DataStream
- class workflow_utils.datastream.DataStream(config_path: str = '/app/config.json')
- async get_messages(*, parameter_name: str | None = None, parameter: int | None = None, count: int = 100) list[Message]
Get messages from a data stream as a list of Message objects.
- Parameters:
parameter_name (str, optional) – Either None if not used or the name of the input
parameter (int, optional) – Either None if not used or the parameter number of the input
- Returns:
The messages from the data stream as a list of Message objects or an empty list if no messages are available
- Return type:
list[Message]
- async publish_message(data: DataFrame | DataFrame | Series | Series | bytes, *, parameter_name: str | None = None, parameter: int | None = None, schema: TableSchema | None = None) None
Publish a message to a data stream.
- Parameters:
data (pd.DataFrame | pl.DataFrame | pl.Series | pd.Series | bytes) – A Polars or Pandas DataFrame or binary data publish on the queue.
parameter_name (str, optional) – Either None if not used or the name of the return parameter.

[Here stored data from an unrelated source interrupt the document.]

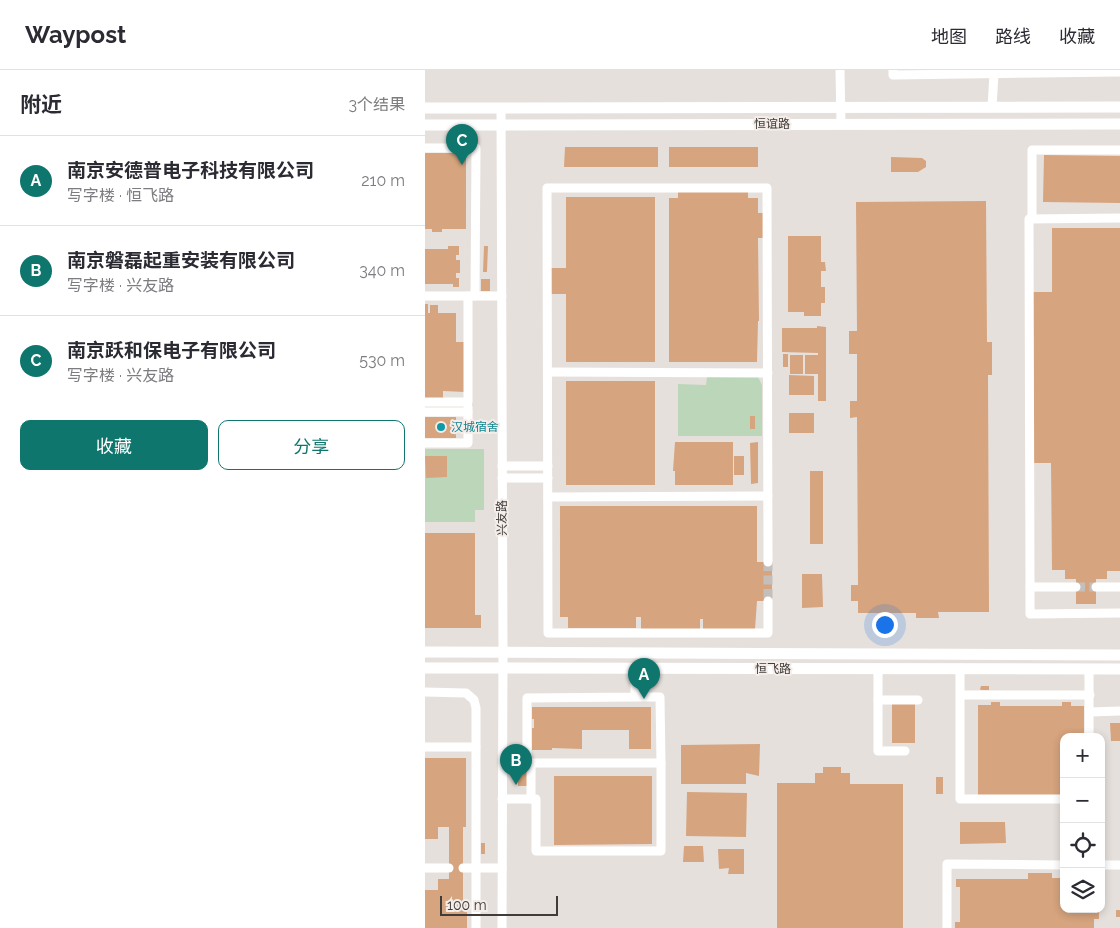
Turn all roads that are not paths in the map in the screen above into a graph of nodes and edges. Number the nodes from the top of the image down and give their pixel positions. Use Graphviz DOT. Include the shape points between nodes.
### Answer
graph roads {
  1 [pos="840,70"];
  2 [pos="893,70"];
  3 [pos="1117,72"];
  4 [pos="993,74"];
  5 [pos="425,108"];
  6 [pos="501,108"];
  7 [pos="840,108"];
  8 [pos="992,108"];
  9 [pos="1120,108"];
  10 [pos="841,124"];
  11 [pos="1120,124"];
  12 [pos="501,125"];
  13 [pos="425,126"];
  14 [pos="425,148"];
  15 [pos="1120,150"];
  16 [pos="1120,218"];
  17 [pos="1032,219"];
  18 [pos="425,296"];
  19 [pos="472,296"];
  20 [pos="501,296"];
  21 [pos="548,372"];
  22 [pos="767,373"];
  23 [pos="425,402"];
  24 [pos="468,402"];
  25 [pos="425,412"];
  26 [pos="468,412"];
  27 [pos="425,443"];
  28 [pos="502,466"];
  29 [pos="548,466"];
  30 [pos="502,478"];
  31 [pos="548,478"];
  32 [pos="768,496"];
  33 [pos="548,497"];
  34 [pos="768,562"];
  35 [pos="1075,587"];
  36 [pos="1096,587"];
  37 [pos="1120,587"];
  38 [pos="1030,588"];
  39 [pos="768,601"];
  40 [pos="1120,613"];
  41 [pos="425,652"];
  42 [pos="503,653"];
  43 [pos="1120,655"];
  44 [pos="425,668"];
  45 [pos="503,668"];
  46 [pos="635,668"];
  47 [pos="961,668"];
  48 [pos="878,669"];
  49 [pos="1089,669"];
  50 [pos="1120,669"];
  51 [pos="425,692"];
  52 [pos="961,695"];
  53 [pos="1090,695"];
  54 [pos="635,698"];
  55 [pos="878,700"];
  56 [pos="918,700"];
  57 [pos="1120,711"];
  58 [pos="1090,712"];
  59 [pos="1089,733"];
  60 [pos="425,747"];
  61 [pos="476,747"];
  62 [pos="905,751"];
  63 [pos="531,763"];
  64 [pos="661,763"];
  65 [pos="502,799"];
  66 [pos="531,799"];
  67 [pos="1060,800"];
  68 [pos="1060,865"];
  69 [pos="1105,865"];
  70 [pos="1120,865"];
  71 [pos="425,868"];
  72 [pos="449,868"];
  73 [pos="463,868"];
  74 [pos="476,868"];
  75 [pos="502,868"];
  76 [pos="476,928"];
  77 [pos="502,928"];
  78 [pos="947,928"];
  1 -- 7 [label="street"];
  2 -- 4 [label="street" via="893,75"];
  3 -- 4 [label="street"];
  4 -- 8 [label="street"];
  5 -- 6 [label="main road, 恒谊路"];
  6 -- 7 [label="main road, 恒谊路"];
  6 -- 12 [label="street, 兴友路"];
  7 -- 8 [label="main road, 恒谊路"];
  7 -- 10 [label="street"];
  8 -- 9 [label="main road, 恒谊路"];
  10 -- 11 [label="main road, 恒谊路"];
  10 -- 12 [label="main road, 恒谊路"];
  12 -- 13 [label="main road, 恒谊路"];
  12 -- 20 [label="street, 兴友路"];
  14 -- 19 [label="street" via="476,148"];
  15 -- 17 [label="street" via="1032,150"];
  16 -- 17 [label="street"];
  17 -- 38 [label="street" via="1029,219"];
  18 -- 19 [label="street"];
  19 -- 20 [label="street"];
  19 -- 24 [label="street"];
  20 -- 28 [label="street, 兴友路"];
  21 -- 22 [label="street"];
  21 -- 22 [label="street" via="547,188 767,188"];
  21 -- 29 [label="street"];
  22 -- 32 [label="street"];
  23 -- 24 [label="street"];
  24 -- 26 [label="street"];
  25 -- 26 [label="street"];
  26 -- 27 [label="street" via="468,443"];
  28 -- 29 [label="street"];
  28 -- 30 [label="street, 兴友路"];
  29 -- 31 [label="street"];
  30 -- 31 [label="street"];
  30 -- 42 [label="street, 兴友路"];
  31 -- 33 [label="street"];
  32 -- 33 [label="street"];
  32 -- 34 [label="street"];
  33 -- 39 [label="street" via="548,633 768,633"];
  35 -- 38 [label="street"];
  36 -- 37 [label="street"];
  38 -- 40 [label="street" via="1030,614"];
  41 -- 42 [label="main road, 恒飞路"];
  42 -- 43 [label="main road, 恒飞路"];
  42 -- 45 [label="street, 兴友路"];
  44 -- 45 [label="main road, 恒飞路"];
  45 -- 46 [label="main road, 恒飞路"];
  45 -- 65 [label="street, 兴友路"];
  46 -- 48 [label="main road, 恒飞路"];
  46 -- 54 [label="street"];
  47 -- 48 [label="main road, 恒飞路"];
  47 -- 49 [label="main road, 恒飞路"];
  47 -- 52 [label="street"];
  48 -- 55 [label="street"];
  49 -- 50 [label="main road, 恒飞路"];
  49 -- 53 [label="street"];
  51 -- 61 [label="street" via="466,692 475,700"];
  52 -- 53 [label="street"];
  52 -- 67 [label="street" via="961,800"];
  53 -- 58 [label="street"];
  54 -- 63 [label="street" via="527,698 527,763"];
  54 -- 64 [label="street" via="661,698"];
  55 -- 56 [label="street"];
  55 -- 62 [label="street" via="878,751"];
  57 -- 58 [label="street"];
  58 -- 59 [label="street"];
  60 -- 61 [label="street"];
  61 -- 74 [label="street"];
  63 -- 64 [label="street"];
  63 -- 66 [label="street"];
  64 -- 66 [label="street" via="661,851 536,851 536,799"];
  65 -- 66 [label="street"];
  65 -- 75 [label="street, 兴友路"];
  68 -- 78 [label="street" via="947,864"];
  69 -- 70 [label="street"];
  71 -- 72 [label="street"];
  73 -- 74 [label="street"];
  74 -- 75 [label="street"];
  74 -- 76 [label="street"];
  75 -- 77 [label="street, 兴友路"];
}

parameter (int, optional) – Either None if not used or the parameter number to return, 1 or greater.
- Returns:
None
- Return type:
None
- class workflow_utils.datastream.Message(data: bytes)

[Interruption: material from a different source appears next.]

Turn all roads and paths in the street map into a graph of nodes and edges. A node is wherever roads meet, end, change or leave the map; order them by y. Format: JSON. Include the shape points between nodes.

Represents a message from a data stream.
- schema() list[ColumnSchema]
Get the contextualization information of the message, returned as a list of ColumnInfo for each column.
- to_binary() bytes
Convert the message to binary data.
- to_pandas() DataFrame
Convert the message to a Pandas DataFrame.
- to_polars() DataFrame
Convert the message to a Polars DataFrame.
- class workflow_utils.datastream.NatsMetadata(jwt: str, jet_stream_name: str, consumer_name: str, seed: str, server_url: str, inbox_prefix: str)
- consumer_name: str
- inbox_prefix: str
- jet_stream_name: str
- jwt: str
- seed: str
- server_url: str
- workflow_utils.datastream.datastream_to_pandas(data: bytes) DataFrame
Convert a byte stream of Arrow data to a Pandas DataFrame.
This function reads a byte stream containing Arrow IPC data and converts it into a Pandas DataFrame.
- Parameters:
data (bytes) – Byte stream containing Arrow IPC data.
- Returns:
DataFrame containing the data from the byte stream.
- Return type:
pd.DataFrame
- workflow_utils.datastream.datastream_to_polars(data: bytes) DataFrame
Convert a byte stream to a Polars DataFrame.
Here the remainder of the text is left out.